## Data section
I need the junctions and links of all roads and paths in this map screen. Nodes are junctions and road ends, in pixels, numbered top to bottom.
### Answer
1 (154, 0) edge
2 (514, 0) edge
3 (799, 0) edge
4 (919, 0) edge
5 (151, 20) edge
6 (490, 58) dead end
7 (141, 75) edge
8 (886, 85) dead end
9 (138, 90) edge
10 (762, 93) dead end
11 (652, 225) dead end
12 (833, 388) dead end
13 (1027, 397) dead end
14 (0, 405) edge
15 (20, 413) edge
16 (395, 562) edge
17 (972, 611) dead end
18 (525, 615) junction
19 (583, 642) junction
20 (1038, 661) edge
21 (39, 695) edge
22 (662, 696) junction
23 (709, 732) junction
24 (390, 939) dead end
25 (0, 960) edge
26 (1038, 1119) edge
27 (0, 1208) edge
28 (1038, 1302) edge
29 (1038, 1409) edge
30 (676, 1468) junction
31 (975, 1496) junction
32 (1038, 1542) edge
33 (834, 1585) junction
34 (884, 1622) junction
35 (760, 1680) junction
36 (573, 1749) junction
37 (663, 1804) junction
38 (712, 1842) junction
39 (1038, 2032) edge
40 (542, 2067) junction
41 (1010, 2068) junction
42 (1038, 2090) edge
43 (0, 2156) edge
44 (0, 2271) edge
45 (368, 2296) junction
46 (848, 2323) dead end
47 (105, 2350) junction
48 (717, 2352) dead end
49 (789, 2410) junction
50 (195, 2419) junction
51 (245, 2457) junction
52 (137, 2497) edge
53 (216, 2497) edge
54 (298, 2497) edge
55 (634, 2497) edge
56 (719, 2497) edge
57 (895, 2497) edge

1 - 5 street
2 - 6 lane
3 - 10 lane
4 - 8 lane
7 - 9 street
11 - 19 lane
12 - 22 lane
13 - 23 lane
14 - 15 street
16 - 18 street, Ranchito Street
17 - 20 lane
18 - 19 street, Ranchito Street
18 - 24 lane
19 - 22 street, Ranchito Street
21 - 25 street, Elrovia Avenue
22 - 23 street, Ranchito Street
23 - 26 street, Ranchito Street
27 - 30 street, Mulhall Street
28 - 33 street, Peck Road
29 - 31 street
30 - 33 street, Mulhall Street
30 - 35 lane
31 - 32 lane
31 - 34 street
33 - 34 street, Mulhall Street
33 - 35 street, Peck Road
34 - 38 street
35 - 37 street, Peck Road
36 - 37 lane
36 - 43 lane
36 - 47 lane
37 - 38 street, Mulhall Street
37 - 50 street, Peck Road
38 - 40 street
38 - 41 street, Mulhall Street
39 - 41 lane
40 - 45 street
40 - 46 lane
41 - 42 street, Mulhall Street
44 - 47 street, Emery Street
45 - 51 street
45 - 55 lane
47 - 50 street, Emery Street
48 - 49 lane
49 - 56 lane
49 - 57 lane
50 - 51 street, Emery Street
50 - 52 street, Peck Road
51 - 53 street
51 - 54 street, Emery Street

## Task
Looking at the entries above, work out how many lines contain "Emery", then reply with that number and no other words.

## Expected answer
4